Of course the triumvirate of President Clinton, Strobe and Tony were helped by the world's communists and social democrats. With assistance from the most affluent countries, some confidence in our dollar was restored by a cabal that included Egypt's Finance Minister Youssef Boutros-Ghali, a nephew of the former U.N. secretary-general, Mexico's Finance Minister Jose Angel Gurria and Italy's minister of economy and finance, Tommaso Padoa Schioppa.
And George Orwell himself would have been delighted to find that, at the time of the 2007 economic panics, Trevor Andrew Manuel, South Africa's Marxist finance minister, himself tutored, according to some intelligence experts, by the East German STASI -- the Gestapo's Red counterpart -- was in charge of "development projects."

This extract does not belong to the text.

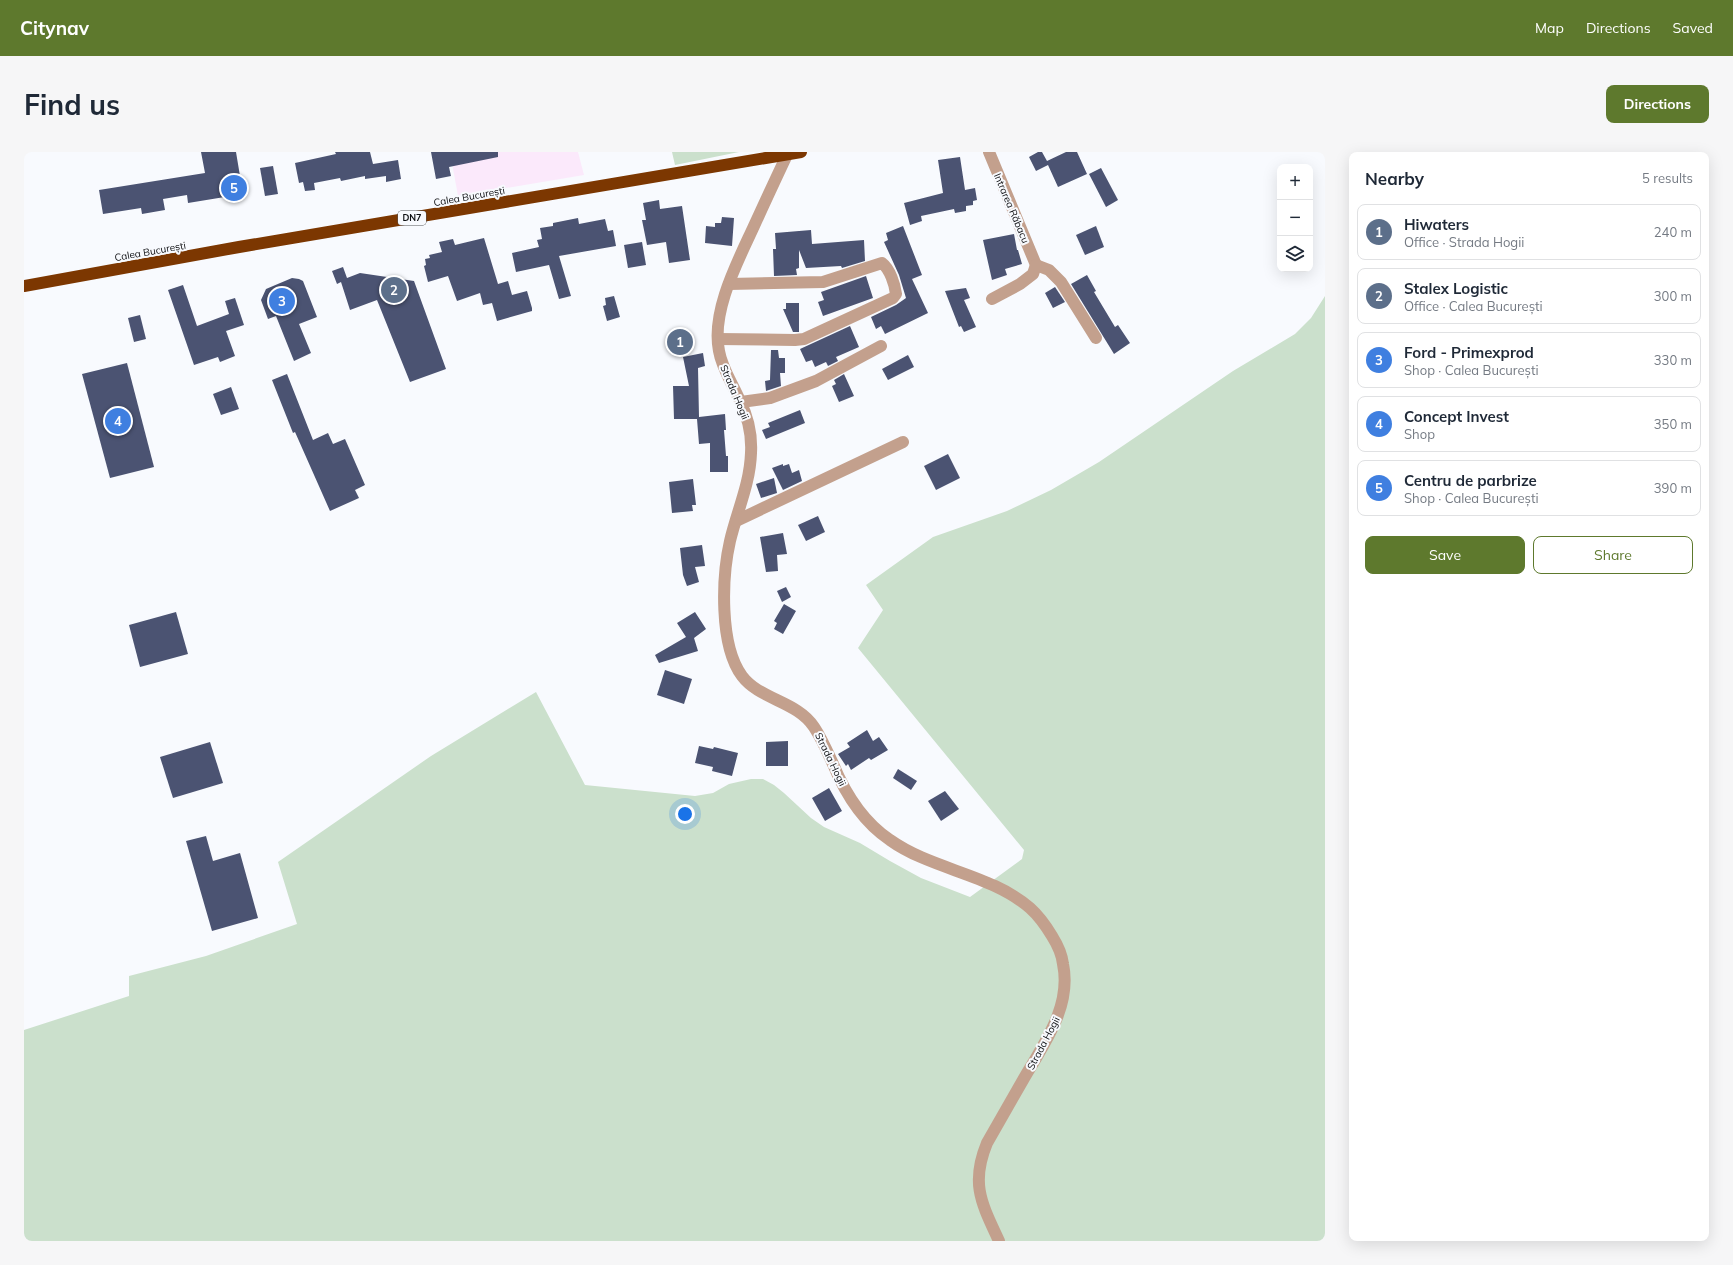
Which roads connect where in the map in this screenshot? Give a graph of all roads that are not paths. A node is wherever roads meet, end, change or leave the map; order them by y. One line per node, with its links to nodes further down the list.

Manuel was a member of Steve Biko's Black Consciousness Movement and went to Botswana to join the African National Congress (ANC) guerrillas. He is said to have visited other countries, including Libya, Ireland and Germany, to gain support for the ANC. As the government of South Africa changed, Manuel became the finance minister for the span from 1996 until 2009.
And there was a gaggle of American economists: Robert Rubin, Larry Summers, Laura D'Andrea Tyson and Paul Volcker, all of whom survived during the Bush years and are now, once again, advising President Barack Obama. …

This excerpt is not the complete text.